Qué bien han venido los papeles de Panamá para revitalizar a los populistas de toda calaña y sacar del letargo a los fascistas de línea dura amantes de la endémica e irrenunciable corrupción nacional y la necesaria mano firme que cure tales ambiciones, además de facilitar material de relleno a una tediosa información condescendiente con las carencias e históricas indecisiones de unos políticos locales tan dados al yo o el caos; un panorama que tenía, como de costumbre, a la población local en permanente estado de duermevela.
Un personal de a pie al que, como sempiternos durmientes ante un horizonte sin fiestas, no lo quedaba más remedio que dedicarse a lo suyo, lo de todos los días, con una resignada y obligada inercia que le descansa y deja descansar al resto; en tales circunstancias las actividades colectivas se limitan al mínimo, lo de siempre, y la charla política regresa a las borregas y repetidas exclamaciones sin pies ni cabeza en lugares comunes -bares y centros de trabajo- que dejan a cada cual aliviado y en sus trece; terapia de taberna que sirve para que unos y otros desahoguen en forma de ira embustera la permanente humillación que llevan dentro y les va comiendo el poco valor que les queda para seguir vivos, necesario para encauzar tanta frustración e incapaz de materializarse en labores constructivas al margen de las inútiles y repetidas invectivas contra quienes supuestamente vienen oprimiéndoles, robando y cabreándoles.

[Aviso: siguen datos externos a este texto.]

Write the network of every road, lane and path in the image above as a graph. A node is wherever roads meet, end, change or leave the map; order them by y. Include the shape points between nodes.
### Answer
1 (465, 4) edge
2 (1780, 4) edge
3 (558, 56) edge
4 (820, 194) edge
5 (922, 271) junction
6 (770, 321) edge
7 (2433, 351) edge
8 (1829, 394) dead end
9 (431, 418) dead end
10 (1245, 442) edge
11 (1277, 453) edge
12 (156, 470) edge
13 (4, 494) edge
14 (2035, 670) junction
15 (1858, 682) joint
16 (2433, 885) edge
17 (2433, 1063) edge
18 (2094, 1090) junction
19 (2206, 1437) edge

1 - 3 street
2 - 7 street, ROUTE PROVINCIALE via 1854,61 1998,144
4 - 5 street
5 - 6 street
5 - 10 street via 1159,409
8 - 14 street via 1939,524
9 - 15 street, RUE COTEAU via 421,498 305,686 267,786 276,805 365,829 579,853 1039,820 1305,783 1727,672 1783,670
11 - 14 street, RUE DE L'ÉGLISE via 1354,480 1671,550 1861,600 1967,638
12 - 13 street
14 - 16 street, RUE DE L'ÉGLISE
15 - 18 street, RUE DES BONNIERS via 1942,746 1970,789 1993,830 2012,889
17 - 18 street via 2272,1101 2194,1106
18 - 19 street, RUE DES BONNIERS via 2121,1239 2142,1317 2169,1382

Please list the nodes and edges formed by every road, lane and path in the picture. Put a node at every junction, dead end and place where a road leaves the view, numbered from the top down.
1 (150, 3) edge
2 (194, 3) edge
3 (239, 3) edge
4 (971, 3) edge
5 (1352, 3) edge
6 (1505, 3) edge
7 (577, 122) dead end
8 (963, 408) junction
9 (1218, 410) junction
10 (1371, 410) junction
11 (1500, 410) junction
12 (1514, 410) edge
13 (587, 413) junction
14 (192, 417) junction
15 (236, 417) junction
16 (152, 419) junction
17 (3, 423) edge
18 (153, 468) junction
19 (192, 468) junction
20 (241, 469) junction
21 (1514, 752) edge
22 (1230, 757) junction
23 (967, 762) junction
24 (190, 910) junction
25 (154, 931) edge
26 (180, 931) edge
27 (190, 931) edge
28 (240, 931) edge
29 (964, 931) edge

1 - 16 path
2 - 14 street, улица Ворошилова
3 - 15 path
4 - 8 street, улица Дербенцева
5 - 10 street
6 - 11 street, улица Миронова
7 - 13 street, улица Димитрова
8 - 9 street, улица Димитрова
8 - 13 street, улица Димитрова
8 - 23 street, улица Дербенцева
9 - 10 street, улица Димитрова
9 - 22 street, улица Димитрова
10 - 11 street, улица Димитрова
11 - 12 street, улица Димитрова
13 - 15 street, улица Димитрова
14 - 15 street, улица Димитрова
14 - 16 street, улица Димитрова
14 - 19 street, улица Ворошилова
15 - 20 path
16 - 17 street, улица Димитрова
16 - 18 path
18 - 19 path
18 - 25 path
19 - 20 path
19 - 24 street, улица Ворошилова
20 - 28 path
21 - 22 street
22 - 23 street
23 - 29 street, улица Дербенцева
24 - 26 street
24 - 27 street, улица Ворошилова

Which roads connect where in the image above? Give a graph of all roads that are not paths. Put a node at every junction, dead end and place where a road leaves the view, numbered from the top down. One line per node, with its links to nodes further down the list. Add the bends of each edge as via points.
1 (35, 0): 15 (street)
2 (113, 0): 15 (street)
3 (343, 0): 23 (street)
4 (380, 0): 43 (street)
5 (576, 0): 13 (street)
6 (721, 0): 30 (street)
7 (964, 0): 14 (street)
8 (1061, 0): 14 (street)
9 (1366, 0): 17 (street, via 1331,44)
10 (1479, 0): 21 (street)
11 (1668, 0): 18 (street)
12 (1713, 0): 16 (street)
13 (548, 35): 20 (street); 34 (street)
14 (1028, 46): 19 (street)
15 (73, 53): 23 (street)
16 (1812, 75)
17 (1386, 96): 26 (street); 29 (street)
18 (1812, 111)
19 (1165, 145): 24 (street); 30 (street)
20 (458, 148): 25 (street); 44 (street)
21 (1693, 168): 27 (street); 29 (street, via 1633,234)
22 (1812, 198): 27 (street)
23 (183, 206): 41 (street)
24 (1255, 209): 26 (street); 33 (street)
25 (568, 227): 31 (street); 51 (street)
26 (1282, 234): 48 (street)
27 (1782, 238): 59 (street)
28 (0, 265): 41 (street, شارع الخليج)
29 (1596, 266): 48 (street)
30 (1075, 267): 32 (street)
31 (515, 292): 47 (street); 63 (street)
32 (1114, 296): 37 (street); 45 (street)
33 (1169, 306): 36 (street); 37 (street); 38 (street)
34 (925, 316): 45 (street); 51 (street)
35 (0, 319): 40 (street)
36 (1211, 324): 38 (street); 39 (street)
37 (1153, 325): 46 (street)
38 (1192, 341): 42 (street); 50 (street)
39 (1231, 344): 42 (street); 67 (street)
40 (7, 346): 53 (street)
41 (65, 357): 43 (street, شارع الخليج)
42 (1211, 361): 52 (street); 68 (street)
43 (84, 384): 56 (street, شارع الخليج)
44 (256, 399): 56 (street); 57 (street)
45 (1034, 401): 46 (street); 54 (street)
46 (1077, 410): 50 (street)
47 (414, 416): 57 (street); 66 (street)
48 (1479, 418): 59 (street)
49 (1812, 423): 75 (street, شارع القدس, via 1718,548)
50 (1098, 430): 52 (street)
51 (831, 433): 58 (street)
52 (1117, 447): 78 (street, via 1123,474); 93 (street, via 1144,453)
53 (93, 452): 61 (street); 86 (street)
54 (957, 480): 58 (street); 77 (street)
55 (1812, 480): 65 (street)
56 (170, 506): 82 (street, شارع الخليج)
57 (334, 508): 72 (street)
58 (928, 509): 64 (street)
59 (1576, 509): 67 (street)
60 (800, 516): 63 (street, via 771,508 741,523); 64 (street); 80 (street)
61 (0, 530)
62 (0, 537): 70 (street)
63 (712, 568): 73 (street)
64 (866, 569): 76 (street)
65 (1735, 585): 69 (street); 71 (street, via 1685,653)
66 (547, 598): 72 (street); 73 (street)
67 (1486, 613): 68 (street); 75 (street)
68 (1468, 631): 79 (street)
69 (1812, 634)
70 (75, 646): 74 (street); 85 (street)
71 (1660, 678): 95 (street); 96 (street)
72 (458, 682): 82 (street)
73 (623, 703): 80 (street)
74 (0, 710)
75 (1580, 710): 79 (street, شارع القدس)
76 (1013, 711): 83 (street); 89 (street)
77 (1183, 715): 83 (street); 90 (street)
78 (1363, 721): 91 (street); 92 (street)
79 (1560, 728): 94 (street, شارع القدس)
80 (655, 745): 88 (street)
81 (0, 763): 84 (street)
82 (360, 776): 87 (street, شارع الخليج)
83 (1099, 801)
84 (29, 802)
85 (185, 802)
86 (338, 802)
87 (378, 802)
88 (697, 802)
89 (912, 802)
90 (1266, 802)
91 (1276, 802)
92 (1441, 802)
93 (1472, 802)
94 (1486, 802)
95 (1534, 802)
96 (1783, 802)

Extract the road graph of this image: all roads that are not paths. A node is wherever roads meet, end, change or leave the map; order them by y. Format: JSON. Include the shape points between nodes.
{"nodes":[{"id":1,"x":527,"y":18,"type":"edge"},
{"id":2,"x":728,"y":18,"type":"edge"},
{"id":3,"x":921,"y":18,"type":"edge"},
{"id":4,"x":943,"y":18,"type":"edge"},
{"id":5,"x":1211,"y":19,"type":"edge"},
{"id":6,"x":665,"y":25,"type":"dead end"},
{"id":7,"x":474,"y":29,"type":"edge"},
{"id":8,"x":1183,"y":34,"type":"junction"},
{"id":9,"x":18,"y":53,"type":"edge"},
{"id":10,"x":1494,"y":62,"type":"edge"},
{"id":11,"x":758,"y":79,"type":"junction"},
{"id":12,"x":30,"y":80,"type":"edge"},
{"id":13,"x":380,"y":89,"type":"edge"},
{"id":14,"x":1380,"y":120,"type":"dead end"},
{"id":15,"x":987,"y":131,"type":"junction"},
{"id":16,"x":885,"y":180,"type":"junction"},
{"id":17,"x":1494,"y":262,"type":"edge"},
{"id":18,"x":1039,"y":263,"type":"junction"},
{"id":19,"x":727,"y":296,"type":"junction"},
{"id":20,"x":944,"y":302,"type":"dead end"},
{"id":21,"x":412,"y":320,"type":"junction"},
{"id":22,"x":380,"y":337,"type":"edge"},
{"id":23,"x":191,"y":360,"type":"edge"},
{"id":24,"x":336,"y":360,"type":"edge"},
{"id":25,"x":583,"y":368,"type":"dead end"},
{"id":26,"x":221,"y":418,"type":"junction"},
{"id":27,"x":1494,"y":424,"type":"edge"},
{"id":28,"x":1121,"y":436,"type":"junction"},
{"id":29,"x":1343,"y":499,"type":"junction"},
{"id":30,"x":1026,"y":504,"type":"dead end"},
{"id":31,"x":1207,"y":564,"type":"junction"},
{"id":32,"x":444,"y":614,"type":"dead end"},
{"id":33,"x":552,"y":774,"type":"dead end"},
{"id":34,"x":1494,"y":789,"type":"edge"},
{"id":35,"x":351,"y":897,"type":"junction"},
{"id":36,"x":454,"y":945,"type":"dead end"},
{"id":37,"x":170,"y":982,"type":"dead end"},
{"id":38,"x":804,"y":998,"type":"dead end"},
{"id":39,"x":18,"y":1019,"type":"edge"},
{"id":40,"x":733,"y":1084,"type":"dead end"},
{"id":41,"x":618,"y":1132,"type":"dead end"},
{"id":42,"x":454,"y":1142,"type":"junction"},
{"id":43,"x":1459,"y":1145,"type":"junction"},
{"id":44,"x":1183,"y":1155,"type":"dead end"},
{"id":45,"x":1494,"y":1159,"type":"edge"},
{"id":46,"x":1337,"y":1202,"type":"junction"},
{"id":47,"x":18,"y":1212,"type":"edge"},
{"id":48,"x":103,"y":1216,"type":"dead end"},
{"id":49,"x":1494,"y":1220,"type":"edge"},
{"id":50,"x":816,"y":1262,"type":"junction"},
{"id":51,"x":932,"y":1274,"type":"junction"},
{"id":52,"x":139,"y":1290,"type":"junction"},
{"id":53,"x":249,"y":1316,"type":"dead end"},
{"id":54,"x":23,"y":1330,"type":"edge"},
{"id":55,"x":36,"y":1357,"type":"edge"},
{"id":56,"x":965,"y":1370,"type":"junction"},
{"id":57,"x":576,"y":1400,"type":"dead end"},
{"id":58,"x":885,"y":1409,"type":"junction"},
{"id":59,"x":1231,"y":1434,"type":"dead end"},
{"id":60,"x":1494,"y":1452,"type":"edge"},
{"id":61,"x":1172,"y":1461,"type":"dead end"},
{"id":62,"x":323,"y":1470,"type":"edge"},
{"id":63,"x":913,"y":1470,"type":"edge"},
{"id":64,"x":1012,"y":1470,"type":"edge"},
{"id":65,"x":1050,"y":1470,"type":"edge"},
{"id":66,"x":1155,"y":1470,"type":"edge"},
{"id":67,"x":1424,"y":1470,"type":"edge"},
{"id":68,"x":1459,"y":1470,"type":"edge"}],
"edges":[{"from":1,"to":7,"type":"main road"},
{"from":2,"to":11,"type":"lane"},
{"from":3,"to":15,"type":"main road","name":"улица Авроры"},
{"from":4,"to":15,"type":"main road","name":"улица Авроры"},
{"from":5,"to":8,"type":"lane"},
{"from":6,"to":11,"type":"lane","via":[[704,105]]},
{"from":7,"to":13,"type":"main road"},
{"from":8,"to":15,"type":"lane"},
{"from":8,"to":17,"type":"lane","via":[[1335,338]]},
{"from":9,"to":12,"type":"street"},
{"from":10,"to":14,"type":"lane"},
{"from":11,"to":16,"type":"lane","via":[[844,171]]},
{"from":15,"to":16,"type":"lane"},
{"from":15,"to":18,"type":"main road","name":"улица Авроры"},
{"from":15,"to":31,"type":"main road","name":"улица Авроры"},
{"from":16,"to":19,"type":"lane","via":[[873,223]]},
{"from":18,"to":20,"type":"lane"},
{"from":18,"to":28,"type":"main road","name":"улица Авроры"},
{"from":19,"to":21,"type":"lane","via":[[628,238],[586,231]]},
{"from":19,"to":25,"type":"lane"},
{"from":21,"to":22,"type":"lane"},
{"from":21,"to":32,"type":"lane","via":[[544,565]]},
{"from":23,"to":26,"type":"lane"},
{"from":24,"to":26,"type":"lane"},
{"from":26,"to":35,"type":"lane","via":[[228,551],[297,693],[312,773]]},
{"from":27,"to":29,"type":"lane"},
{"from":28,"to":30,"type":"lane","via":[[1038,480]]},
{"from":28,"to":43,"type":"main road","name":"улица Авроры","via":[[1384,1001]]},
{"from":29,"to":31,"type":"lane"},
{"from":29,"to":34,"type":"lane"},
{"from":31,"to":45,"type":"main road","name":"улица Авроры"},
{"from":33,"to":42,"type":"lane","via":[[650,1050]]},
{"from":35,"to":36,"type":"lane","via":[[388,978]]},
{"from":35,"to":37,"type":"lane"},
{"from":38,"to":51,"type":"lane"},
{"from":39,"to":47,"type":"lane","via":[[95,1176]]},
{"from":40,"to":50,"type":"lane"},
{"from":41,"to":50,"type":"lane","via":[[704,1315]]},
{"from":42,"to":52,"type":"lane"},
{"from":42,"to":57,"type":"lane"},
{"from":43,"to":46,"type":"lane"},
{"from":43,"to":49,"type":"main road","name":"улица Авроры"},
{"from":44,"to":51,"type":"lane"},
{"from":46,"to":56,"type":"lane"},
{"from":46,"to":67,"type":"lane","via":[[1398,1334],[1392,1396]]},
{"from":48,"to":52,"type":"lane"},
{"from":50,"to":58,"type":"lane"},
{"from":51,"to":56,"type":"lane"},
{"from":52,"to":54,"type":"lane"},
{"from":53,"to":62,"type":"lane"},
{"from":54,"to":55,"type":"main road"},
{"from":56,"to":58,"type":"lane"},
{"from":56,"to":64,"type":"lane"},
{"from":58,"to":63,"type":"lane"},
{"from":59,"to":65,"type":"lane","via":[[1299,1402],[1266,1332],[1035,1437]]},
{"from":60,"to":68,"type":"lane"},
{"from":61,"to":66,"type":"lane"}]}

Una diaria y silenciosa cocción a fuego lento de voluntades que sume a la ciudadanía en una desidia y desinterés colectivo sofocados y arrullados por las benditas tradiciones tan queridas por quienes, en general, son incapaces de suicidarse por flagrante incompetencia.
Pero los papeles se irán diluyendo en el día a día sin pena ni gloria, tan mojados como esa política plagada de amagos, advertencias y conferencias de prensa supuestamente esclarecedoras y sin embargo sujetas, llegado el momento de echarse mano a la cartera, a un grueso paquete de facturas pendientes reales y ficticias, históricas o inventadas, que obligan a recular hacia el establo y volver a amodorrarse en la enfermiza calidez de la siesta. Somos un país más apegado de lo que parece a la ignorancia y sus bravuconadas de catetos y refractario a los desafíos colectivos. La única forma de unión que se conoce por aquí remite al insulto y al ladrido contra la política y los políticos. Punto final.
Sinceramente, como en este país no hubieran soplado cada cierto tiempo vientos extranjeros mareando esas cabezas tan apegadas al “peazo” todavía iríamos con taparrabos.